## Task inputs
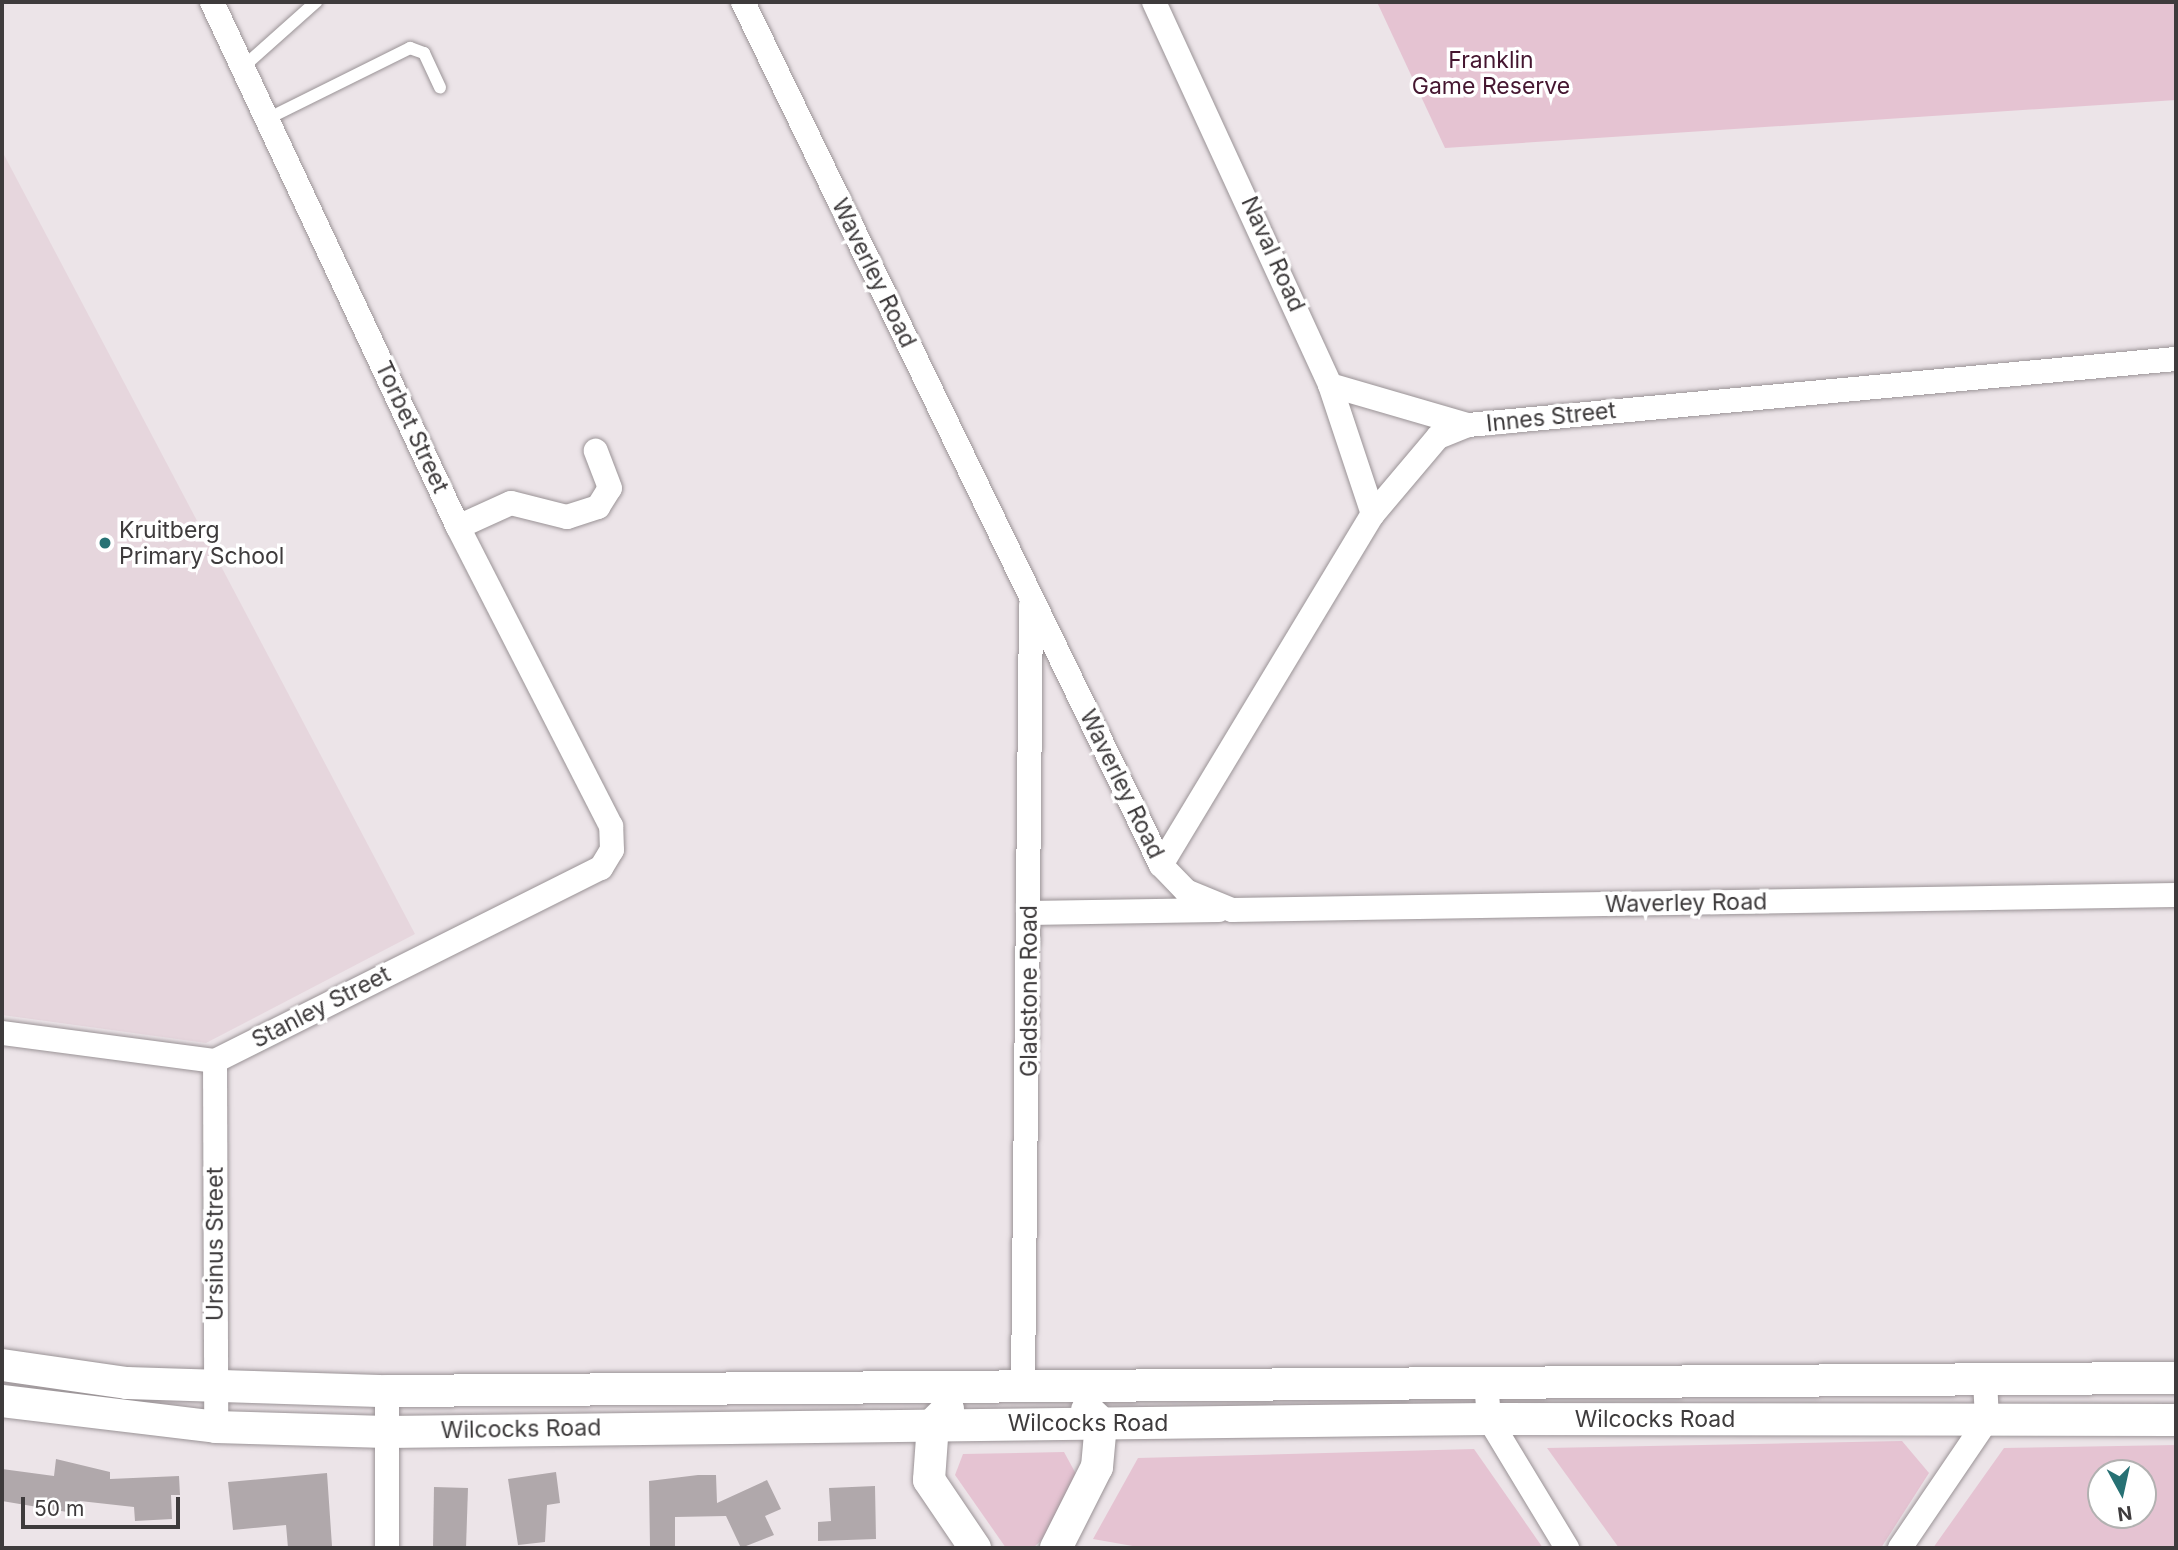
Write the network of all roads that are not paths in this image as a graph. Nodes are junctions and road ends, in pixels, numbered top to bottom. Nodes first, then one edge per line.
1 (212, 2) edge
2 (316, 2) edge
3 (743, 2) edge
4 (1154, 2) edge
5 (243, 67) junction
6 (440, 88) dead end
7 (267, 118) junction
8 (2176, 359) edge
9 (1330, 385) junction
10 (1468, 425) junction
11 (596, 451) dead end
12 (1373, 514) junction
13 (458, 527) junction
14 (1031, 598) junction
15 (612, 850) joint
16 (1161, 865) junction
17 (2176, 895) edge
18 (1233, 910) junction
19 (1028, 913) junction
20 (2, 1033) edge
21 (215, 1061) junction
22 (2, 1365) edge
23 (2176, 1378) edge
24 (1985, 1379) junction
25 (1486, 1383) junction
26 (1061, 1384) junction
27 (1023, 1385) junction
28 (216, 1386) junction
29 (969, 1386) junction
30 (387, 1391) junction
31 (623, 1391) junction
32 (2, 1401) edge
33 (1489, 1419) junction
34 (1987, 1420) junction
35 (2176, 1420) edge
36 (1101, 1423) junction
37 (933, 1424) junction
38 (625, 1426) junction
39 (216, 1427) junction
40 (386, 1432) junction
41 (387, 1548) edge
42 (975, 1548) edge
43 (1060, 1548) edge
44 (1567, 1548) edge
45 (1900, 1548) edge

1 - 5 street, Torbet Street
2 - 5 lane
3 - 14 street, Waverley Road
4 - 9 street, Naval Road
5 - 7 street, Torbet Street
6 - 7 lane
7 - 13 street, Torbet Street
8 - 10 street, Innes Street
9 - 10 street
9 - 12 street, Naval Road
10 - 12 street, Innes Street
11 - 13 street
12 - 16 street, Innes Street
13 - 15 street, Torbet Street
14 - 16 street, Waverley Road
14 - 19 street, Gladstone Road
15 - 21 street, Stanley Street
16 - 18 street, Waverley Road
17 - 18 street, Waverley Road
18 - 19 street
19 - 27 street, Gladstone Road
20 - 21 street
21 - 28 street, Ursinus Street
22 - 28 street, Wilcocks Road
23 - 24 street, Wilcocks Road
24 - 25 street, Wilcocks Road
24 - 34 street
25 - 26 street, Wilcocks Road
25 - 33 street
26 - 27 street, Wilcocks Road
26 - 36 street
27 - 29 street, Wilcocks Road
28 - 30 street, Wilcocks Road
28 - 39 street, Ursinus Street
29 - 31 street, Wilcocks Road
29 - 37 street
30 - 31 street, Wilcocks Road
30 - 40 street
31 - 38 street
32 - 39 street, Wilcocks Road
33 - 34 street, Wilcocks Road
33 - 36 street, Wilcocks Road
33 - 44 street
34 - 35 street, Wilcocks Road
34 - 45 street
36 - 37 street, Wilcocks Road
36 - 43 street
37 - 38 street, Wilcocks Road
37 - 42 street
38 - 40 street, Wilcocks Road
39 - 40 street, Wilcocks Road
40 - 41 street

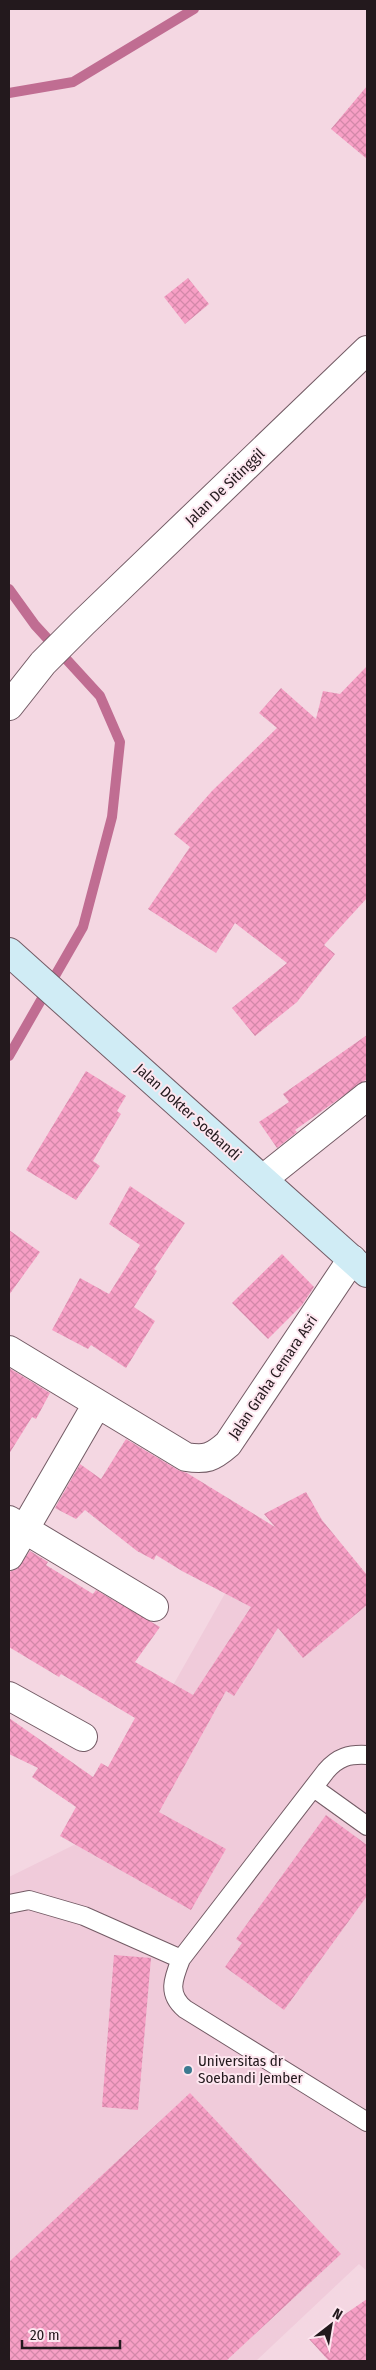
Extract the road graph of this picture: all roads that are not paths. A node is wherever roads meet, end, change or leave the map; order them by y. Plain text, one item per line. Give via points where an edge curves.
1 (367, 350) edge
2 (9, 706) edge
3 (9, 952) edge
4 (367, 1096) edge
5 (262, 1179) junction
6 (360, 1266) edge
7 (9, 1350) edge
8 (97, 1404) junction
9 (16, 1524) edge
10 (9, 1556) edge
11 (154, 1607) dead end
12 (9, 1696) edge
13 (82, 1737) dead end
14 (367, 1755) edge
15 (314, 1788) junction
16 (367, 1826) edge
17 (9, 1904) edge
18 (180, 1959) junction
19 (367, 2122) edge

1 - 2 street, Jalan De Sitinggil via 83,623 43,663
3 - 5 main road, Jalan Dokter Soebandi
4 - 5 street
5 - 6 main road, Jalan Dokter Soebandi
6 - 8 street, Jalan Graha Cemara Asri via 228,1444 218,1453 202,1460 186,1457
7 - 8 street, Jalan Graha Cemara Asri
8 - 9 street
9 - 10 street
9 - 11 street
12 - 13 street
14 - 15 lane via 348,1756 333,1762
15 - 16 lane
15 - 18 lane
17 - 18 lane via 29,1900 84,1916
18 - 19 lane via 172,1981 174,1997 180,2004

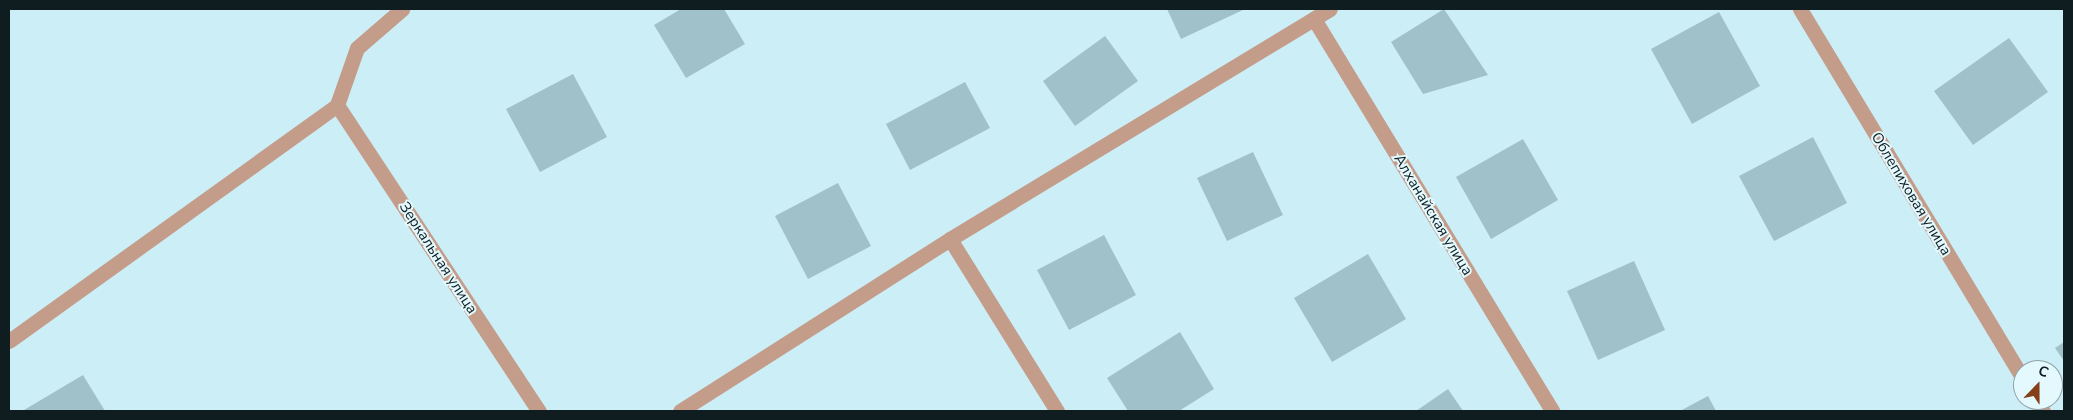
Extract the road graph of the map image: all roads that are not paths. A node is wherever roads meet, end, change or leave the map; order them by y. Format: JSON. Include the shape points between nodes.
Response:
{"nodes":[{"id":1,"x":402,"y":9,"type":"edge"},
{"id":2,"x":1330,"y":9,"type":"edge"},
{"id":3,"x":1800,"y":9,"type":"edge"},
{"id":4,"x":1314,"y":18,"type":"junction"},
{"id":5,"x":337,"y":105,"type":"junction"},
{"id":6,"x":950,"y":239,"type":"junction"},
{"id":7,"x":9,"y":341,"type":"edge"},
{"id":8,"x":2013,"y":361,"type":"edge"},
{"id":9,"x":539,"y":411,"type":"edge"},
{"id":10,"x":680,"y":411,"type":"edge"},
{"id":11,"x":1057,"y":411,"type":"edge"},
{"id":12,"x":1552,"y":411,"type":"edge"}],
"edges":[{"from":1,"to":5,"type":"street","via":[[358,48]]},
{"from":2,"to":4,"type":"street"},
{"from":3,"to":8,"type":"street","name":"Облепиховая улица"},
{"from":4,"to":6,"type":"street"},
{"from":4,"to":12,"type":"street","name":"Алханайская улица"},
{"from":5,"to":7,"type":"street"},
{"from":5,"to":9,"type":"street","name":"Зеркальная улица"},
{"from":6,"to":10,"type":"street"},
{"from":6,"to":11,"type":"street"}]}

## What is expected
Set down, exactly as they appear, the line holding "Extract the road graph of the" and every line after it until the records end.

## Solved exercise
Extract the road graph of the map image: all roads that are not paths. A node is wherever roads meet, end, change or leave the map; order them by y. Format: JSON. Include the shape points between nodes.
Response:
{"nodes":[{"id":1,"x":402,"y":9,"type":"edge"},
{"id":2,"x":1330,"y":9,"type":"edge"},
{"id":3,"x":1800,"y":9,"type":"edge"},
{"id":4,"x":1314,"y":18,"type":"junction"},
{"id":5,"x":337,"y":105,"type":"junction"},
{"id":6,"x":950,"y":239,"type":"junction"},
{"id":7,"x":9,"y":341,"type":"edge"},
{"id":8,"x":2013,"y":361,"type":"edge"},
{"id":9,"x":539,"y":411,"type":"edge"},
{"id":10,"x":680,"y":411,"type":"edge"},
{"id":11,"x":1057,"y":411,"type":"edge"},
{"id":12,"x":1552,"y":411,"type":"edge"}],
"edges":[{"from":1,"to":5,"type":"street","via":[[358,48]]},
{"from":2,"to":4,"type":"street"},
{"from":3,"to":8,"type":"street","name":"Облепиховая улица"},
{"from":4,"to":6,"type":"street"},
{"from":4,"to":12,"type":"street","name":"Алханайская улица"},
{"from":5,"to":7,"type":"street"},
{"from":5,"to":9,"type":"street","name":"Зеркальная улица"},
{"from":6,"to":10,"type":"street"},
{"from":6,"to":11,"type":"street"}]}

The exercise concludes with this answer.